Let’s look at Populations and Samples.
We mentioned them briefly during the what section.
A group of individuals about which we wanna make a general statement is known as a population.
In order to do that, it is typically impractical to look at the whole population, so we take a small group.
A group of individuals that are selected from a population is known as a sample.
The sample is then used to make generalizations about the population.
For example, suppose we collect a sample of a hundred students from a particular university
and we find their grade point average and we look up the high school they attended
with, in an effort to determine how the high school that they attended affects their performance in college.
The questions we wanna answer are: What are the who and the what of the study?
What are the population and sample here?
The who. The who are the individuals that we sample,
the individuals on whom we are collecting information.
In this study, the 100 students are the individuals on which the data were collected.
The data are the GPA and the high school.
The what. We’ve briefly mentioned that already.
We’ve mentioned the GPA and the high school the student attended, these are the what.
What’s the population? Well, who are we trying to make general statements about?
The students at this university. That’s our population, all the students at this university.
The sample. The sample is the hundred students that we chose.
We have several different types of variables.
One is an identifier variable and this is a variable for which each individual receives a unique value.
They can be useful but not so much for analysis. Examples include student IDs and social security numbers.
Categorical variables are variables that tell a group or category to which an individual belongs.
Gender, political party, and age group are all categorical variables.
A quantitative variable is a variable that contains numerical values with measurement units
or which have a meaningful numerical value.
Speed, age, and weight are examples of quantitative variables.
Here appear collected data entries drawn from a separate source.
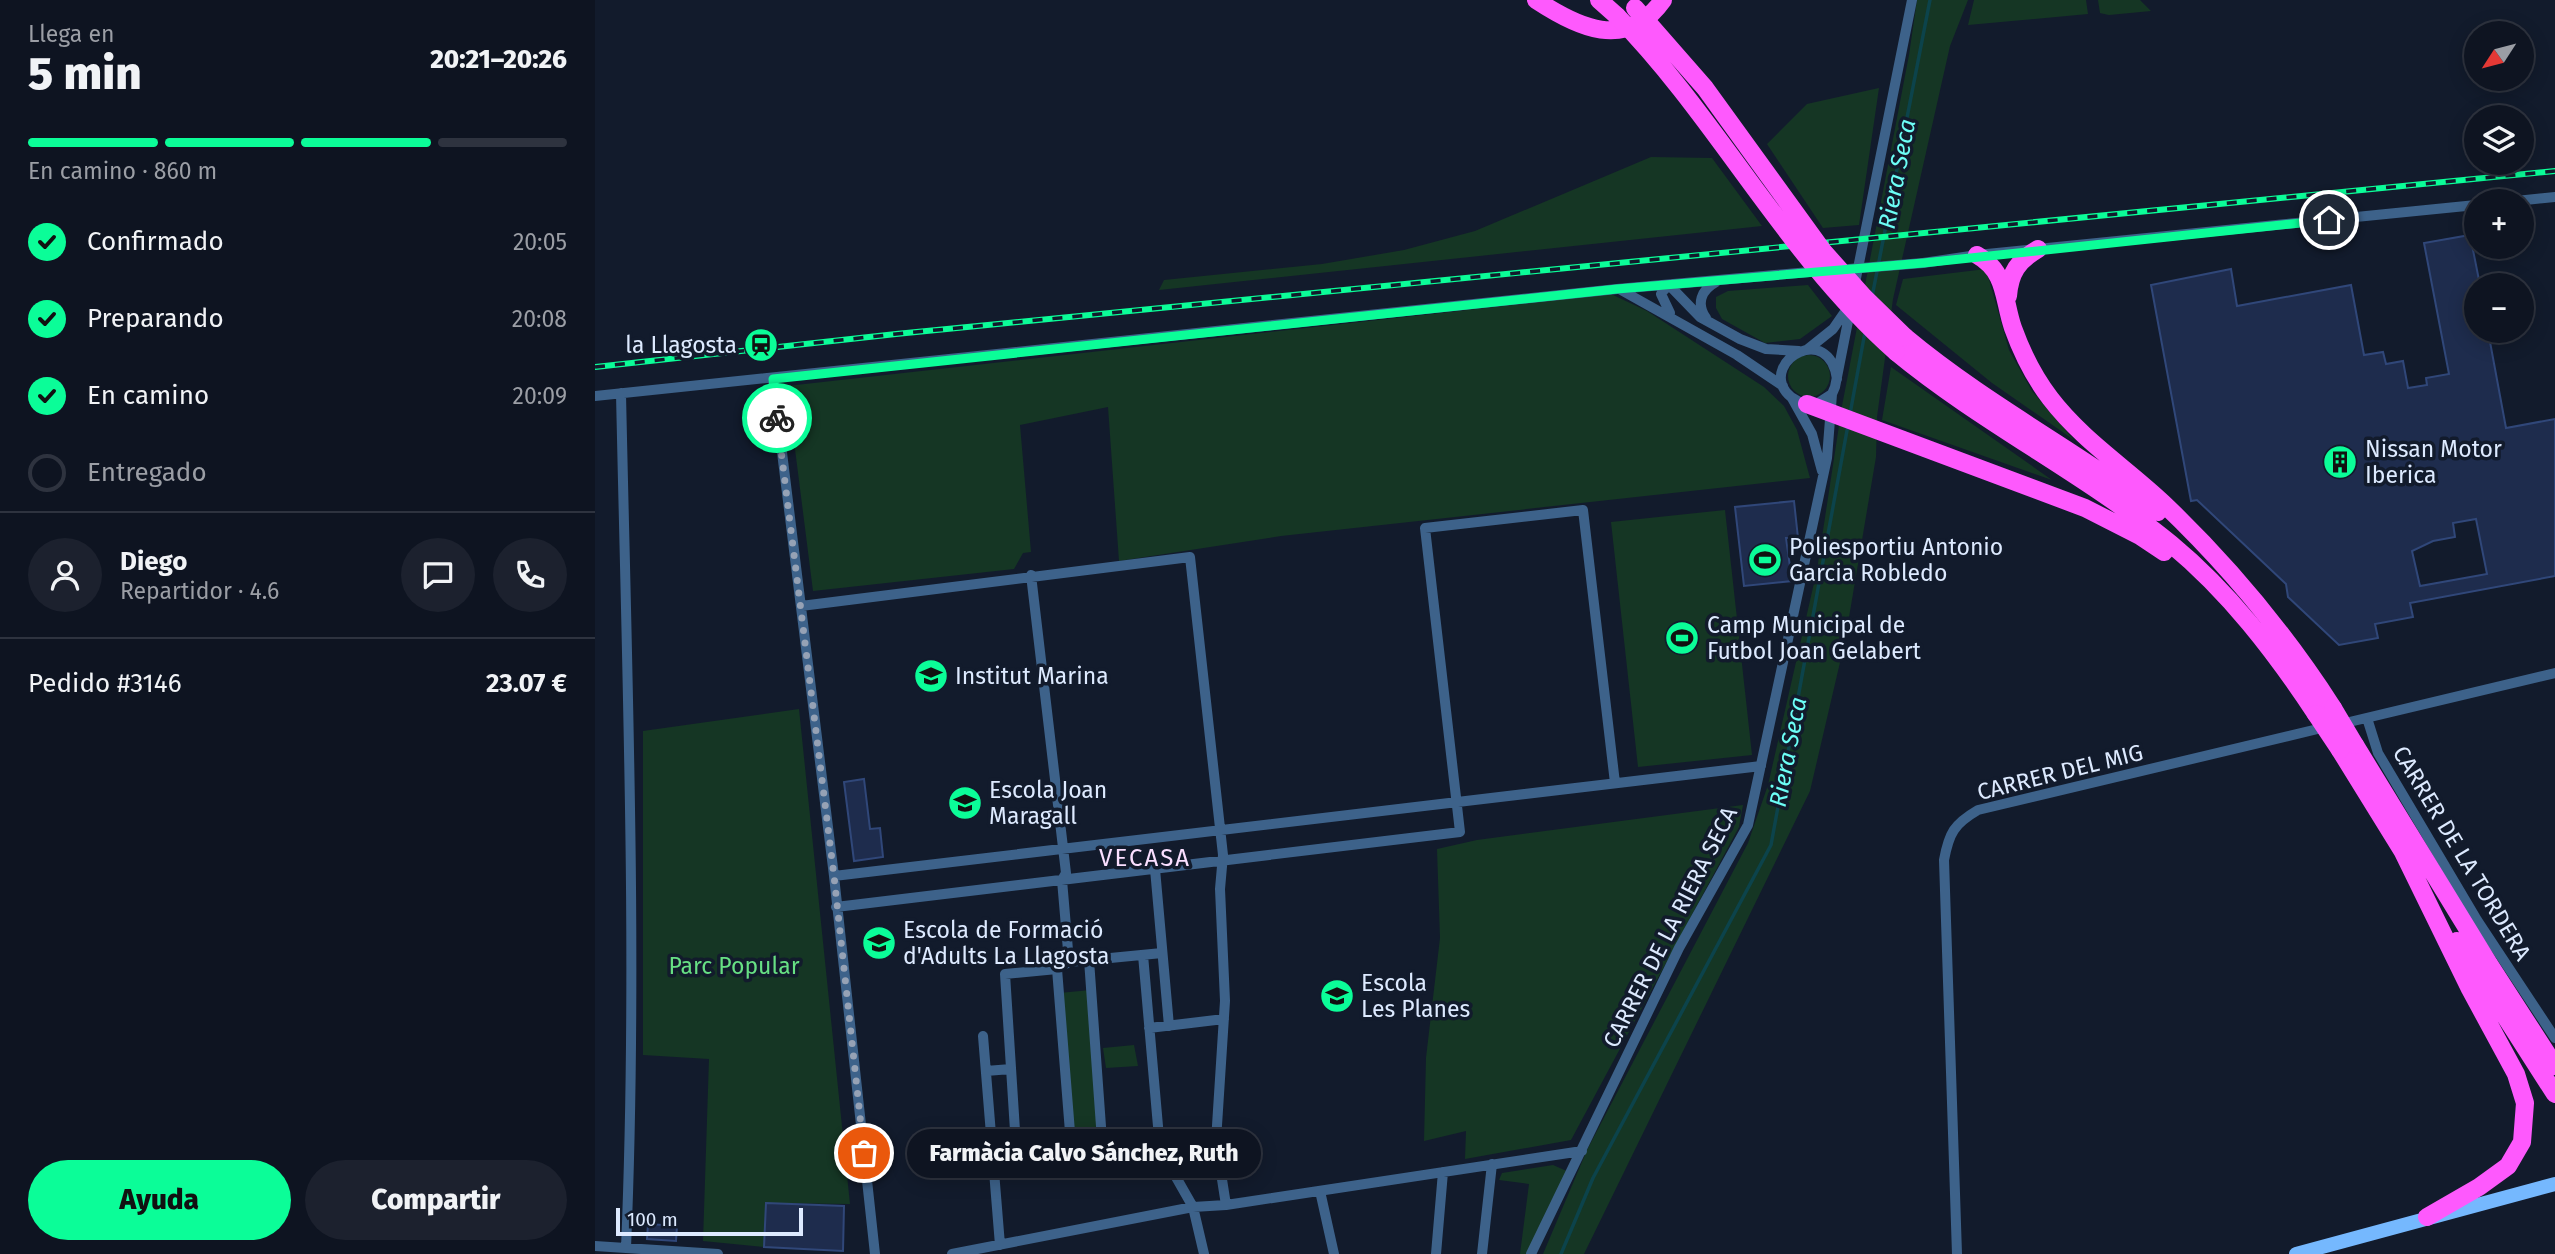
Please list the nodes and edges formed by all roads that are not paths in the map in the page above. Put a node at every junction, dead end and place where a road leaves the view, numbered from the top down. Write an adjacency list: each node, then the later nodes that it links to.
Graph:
1 (1536, 0): 3 (highway)
2 (1599, 0): 18 (highway, bridge)
3 (1663, 0)
4 (1912, 0): 14 (street)
5 (1631, 4): 18 (highway, bridge)
6 (2555, 197): 7 (street)
7 (2534, 199)
8 (2464, 206): 9 (street)
9 (2038, 248): 10 (street); 15 (highway)
10 (1977, 255): 11 (street, bridge); 15 (highway)
11 (1720, 281): 12 (street); 17 (street)
12 (1669, 285): 13 (street); 16 (street); 17 (street)
13 (1617, 289): 16 (street); 20 (street)
14 (1851, 303): 19 (street); 21 (street)
15 (2007, 306): 28 (highway)
16 (1678, 321): 22 (street)
17 (1709, 321): 19 (street)
18 (1901, 344): 28 (highway); 31 (highway)
19 (1804, 350): 21 (street); 22 (street)
20 (773, 379): 23 (street); 30 (street)
21 (1837, 379): 26 (street)
22 (1783, 386): 25 (street)
23 (621, 393): 24 (street); 74 (street)
24 (595, 396)
25 (1799, 401): 26 (highway); 27 (street, CARRER DE LA RIERA SECA)
26 (1835, 407): 27 (street, CARRER DE LA RIERA SECA); 31 (highway)
27 (1822, 478): 36 (street, CARRER DE LA RIERA SECA)
28 (2229, 574): 33 (highway)
29 (1031, 575): 30 (street); 39 (street); 40 (street)
30 (801, 606): 44 (street)
31 (2236, 608): 33 (highway)
32 (2555, 673): 34 (street, CARRER DEL MIG)
33 (2325, 711): 35 (highway, bridge)
34 (2367, 718): 56 (street, CARRER DE LA TORDERA); 83 (street, CARRER DEL MIG)
35 (2348, 748): 41 (highway); 57 (highway)
36 (1761, 766): 37 (street); 62 (street, CARRER DE LA RIERA SECA)
37 (1615, 783): 38 (street); 38 (street)
38 (1457, 802): 39 (street); 42 (street)
39 (1221, 830): 40 (street); 42 (street)
40 (1063, 849): 44 (street); 45 (street)
41 (2402, 850): 60 (highway); 71 (highway)
42 (1222, 861): 43 (street); 52 (street)
43 (1155, 869): 45 (street); 47 (street)
44 (834, 876): 46 (street)
45 (1062, 880): 46 (street); 50 (street)
46 (836, 908): 76 (street)
47 (1162, 953): 48 (street); 53 (street)
48 (1143, 955): 49 (street); 54 (street)
49 (1089, 960): 50 (street); 63 (street)
50 (1069, 962): 51 (street)
51 (1057, 970): 58 (street); 64 (street)
52 (1224, 1019): 53 (street); 69 (street)
53 (1169, 1026): 54 (street)
54 (1149, 1028): 61 (street)
55 (983, 1036): 59 (street)
56 (2555, 1038)
57 (2555, 1066)
58 (1011, 1069): 59 (street); 64 (street)
59 (986, 1071): 72 (street)
60 (2555, 1094)
61 (1160, 1149): 63 (street); 70 (street)
62 (1582, 1151): 65 (street); 82 (street, CARRER DE LA RIERA SECA)
63 (1103, 1154): 64 (street)
64 (1072, 1157)
65 (1492, 1164): 66 (street); 81 (street)
66 (1443, 1172): 68 (street); 80 (street)
67 (2555, 1184): 71 (main road)
68 (1320, 1191): 69 (street); 79 (street)
69 (1226, 1205): 70 (street)
70 (1193, 1207): 72 (street); 78 (street)
71 (2427, 1217): 84 (main road)
72 (1000, 1245): 77 (street)
73 (595, 1246): 74 (street)
74 (626, 1248): 75 (street)
75 (718, 1254)
76 (875, 1254)
77 (952, 1254)
78 (1204, 1254)
79 (1334, 1254)
80 (1436, 1254)
81 (1482, 1254)
82 (1531, 1254)
83 (1957, 1254)
84 (2296, 1254)

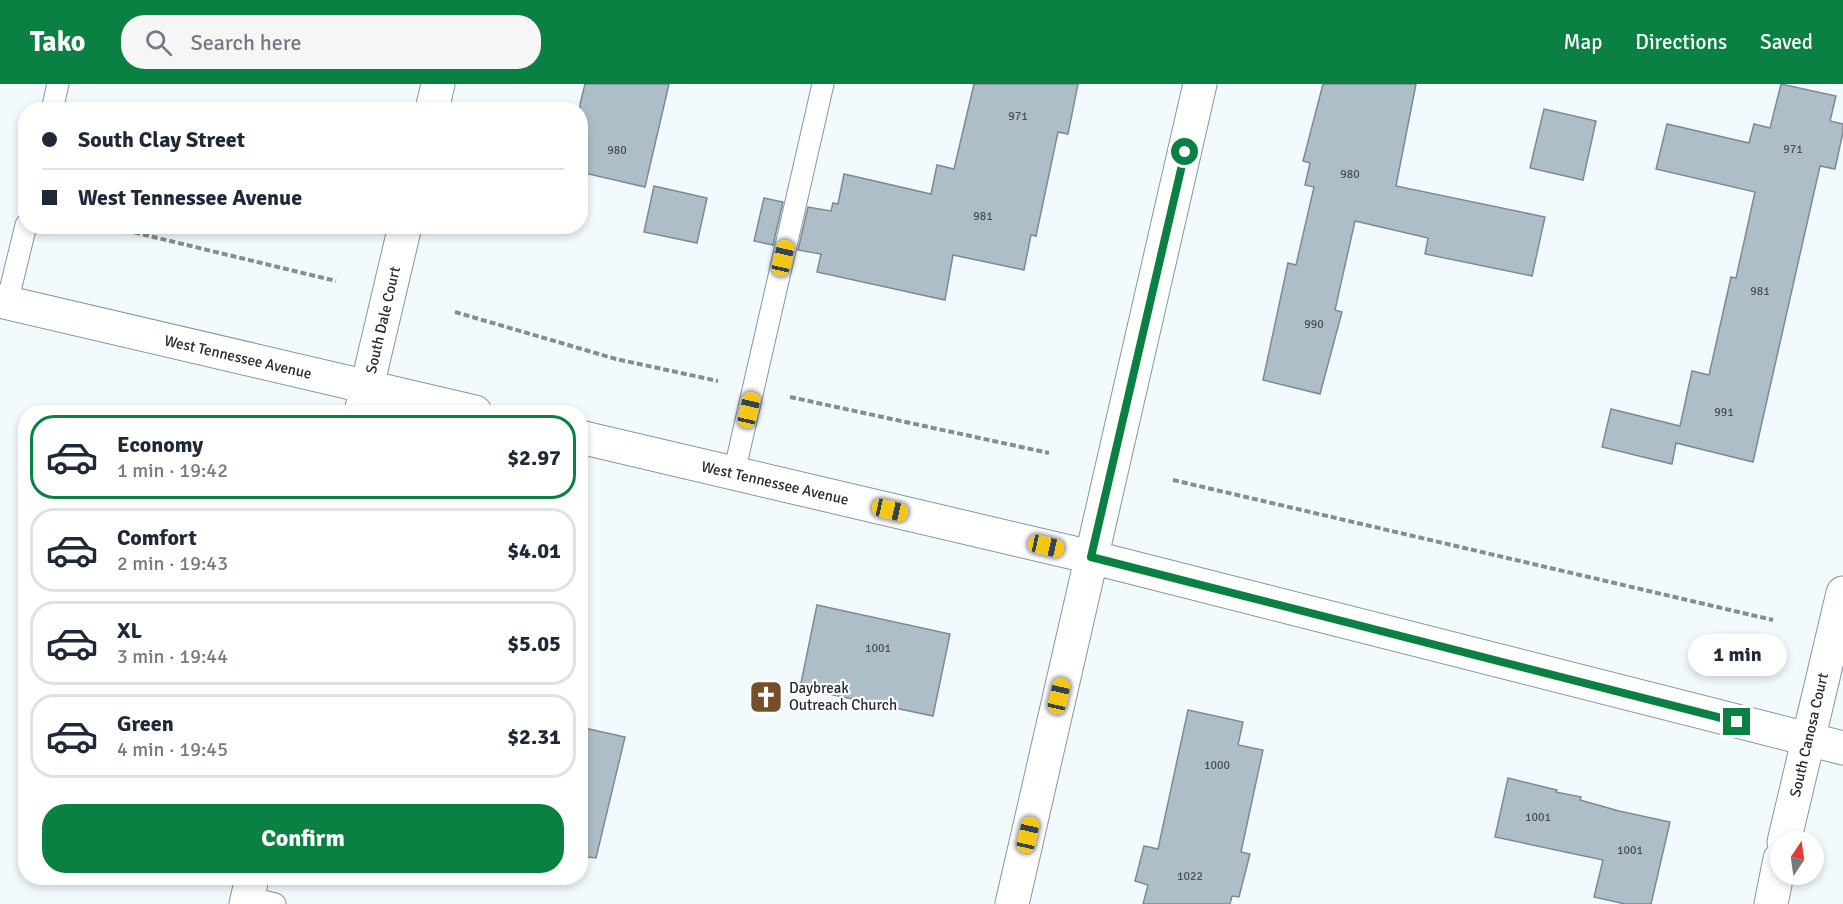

All right, so back to the GPA and high school example.
Suppose that for a group of high school students,
we measure their GPAs as well as the high school that they’re attending.
What are the variables in this study and which type of variable is each one?
Well, the variables, high school and GPA. Those are the things that we’re measuring.
Grade point average, this is a quantitative variable
because the value of the GPA has a meaningful numerical quantity.
The high school is a categorical variable.
It classifies the student based on which high school they attended.
This is a categorical variable because it’s putting students into categories.
Now, how do we summarize categorical data? Well, let’s look at how we do it graphically and tabularly.
We can do it by way of a frequency table which is simply a listing of each category
and how many times it occurs on the sample.
The bar chart shows counts for each category next to each other
and the count is represented by the height of the bar.
The bar chart can also be used to represent the relative frequency of each category.
The relative frequency is the percentage of the time that the category occurs in the sample.
Again, the relative frequency, the percentage of the time the category occurs in the sample.
We can also use a pie chart which shows the relative frequency of each category
as a proportional slice of a circle.
Before using any of these displays,
we need to be careful and make sure that the variable that we're representing is, in fact, categorical.
If it’s not then these displays are meaningless.
Let’s talk about some of these displays. Let’s look at our university example.
We have 14 from high school A, 16 from high school B, 20 from high school C, 20 from high school D,
13 from high school E, and 17 from high school F.
What we’re gonna do is we're gonna make a frequency table, a bar chart, a relative frequency bar chart,
a frequency bar chart, and a pie chart to describe the distribution of the high schools among our sample.
Here’s the frequency table. Across the top you see all the categories High School A, B, C, D, E, and F.
We have the frequencies 14, 16, 20, 20, 13, and 17
and the corresponding relative frequencies 0.14, 0.16, 0.2, 0.2, 0.13, and 0.17.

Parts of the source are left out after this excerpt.